Tuesday, June 26, 2012

Book Review: The Hundred Thousand Kingdoms

Title: "The Hundred Thousand Kingdoms"

Author: N.K. Jemisin

Synopsis: Yeine Darr is an outcast from the barbarian north. But when her mother dies under mysterious circumstances, she is summoned to the majestic city of Sky. There, to her shock, Yeine is named an heiress to the king. But the throne of the Hundred Thousand Kingdoms is not easily won, and Yeine is thrust into a vicious power struggle with cousins she never knew she had. As she fights for her life, she draws ever closer to the secrets of her mother's death and her family's bloody history.

With the fate of the world hanging in the balance, Yeine will learn how perilous it can be when love and hate - and gods and mortals - are bound inseparably together. (From Goodreads)

Why I picked it up: This has been in my "to read" pile for a while, so I'm not really sure I remember. I think I read a glowing review of it somewhere and decided I needed to pick it up. Honestly, when I picked it up out of the stack, I couldn't remember what it was about or why I wanted it in the first place. (But I'm glad I did!)

General thoughts: At first I felt a little lost as to exactly what was going on as I got acclimated to this new fantasy world, but by about the second chapter when the gods are introduced, I was hooked. The last book I'd read (which I have not reviewed), I had felt like I was forcing myself to read to the end of the book, so it was really nice to find myself immersed in a book that I couldn't wait to pick up again. (I went to bed much later than I should have for several nights in a row.)

Mythology: The mythology of the three main gods was very interesting and felt like a real myth. Then the author made the supernatural events in the Gods War and the fact that gods were now being controlled by mankind seem plausible.

Characters: I thought the main character, Yeine, was a great heroine. She's suddenly found herself caught up in the crazy, cut-throat world of politics and has to scramble to keep her head above water. She has to learn quickly to play the game or lose her life.

I also enjoyed how the gods actually seem otherworldly, not just humans with superpowers. The dark god Nahadoth was one of my favorites. I felt like Yeine was frequently only still alive because she had said the right thing to him at the right time.

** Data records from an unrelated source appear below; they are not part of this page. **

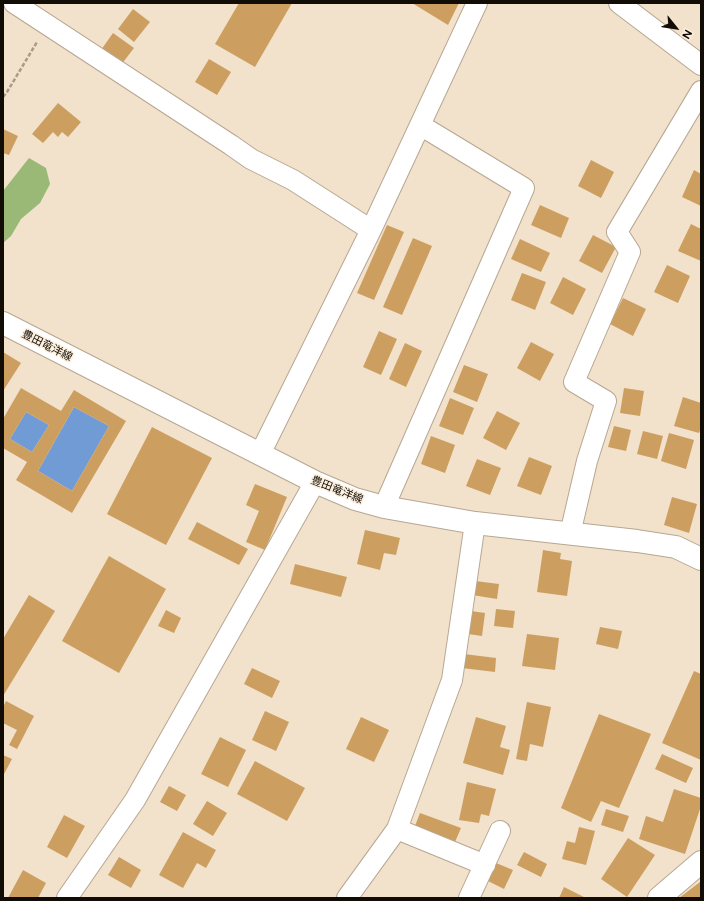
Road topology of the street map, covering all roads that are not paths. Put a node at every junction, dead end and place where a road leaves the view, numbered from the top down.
1 (14, 3) edge
2 (477, 3) edge
3 (619, 3) edge
4 (701, 65) edge
5 (701, 91) edge
6 (420, 125) junction
7 (371, 230) junction
8 (3, 323) edge
9 (260, 454) junction
10 (316, 482) junction
11 (384, 507) junction
12 (476, 523) junction
13 (570, 534) junction
14 (701, 559) edge
15 (397, 829) junction
16 (500, 831) dead end
17 (701, 862) edge
18 (484, 864) junction
19 (67, 898) edge
20 (347, 898) edge
21 (469, 898) edge
22 (659, 898) edge

1 - 7 street
2 - 6 street
3 - 4 street
5 - 13 street
6 - 7 street
6 - 11 street
7 - 9 street
8 - 9 main road, 豊田竜洋線
9 - 10 main road, 豊田竜洋線
10 - 11 main road, 豊田竜洋線
10 - 19 street
11 - 12 main road, 豊田竜洋線
12 - 13 main road, 豊田竜洋線
12 - 15 street
13 - 14 main road, 豊田竜洋線
15 - 18 street
15 - 20 street
16 - 18 street
17 - 22 main road
18 - 21 street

He really felt dangerous, not just a "bad boy." The child-god Sieh was also a favorite of mine. I pretty much spent the whole book wanting to hug him.

Writing: I thoroughly enjoyed the writing. At first I was thrown off by the parts of the book where Yeine is suddenly talking in first person and someone unknown is responding to her. But after we get deeper into the plot and I figured out who she was talking to and what those parts were all about, I thought it was an interesting narrative choice that I really liked.

Recommend?: If you enjoy gods, political scheming and fantasy worlds, I'd say definitely give this one a try. I really enjoyed it and am planning on picking up the sequel, "The Broken Kingdoms" as soon as my budget allows (and I can get away with buying yet another book without glares from my husband. lol). I think I have an idea of the direction the next book will be going in, and I can't wait to see what happens next.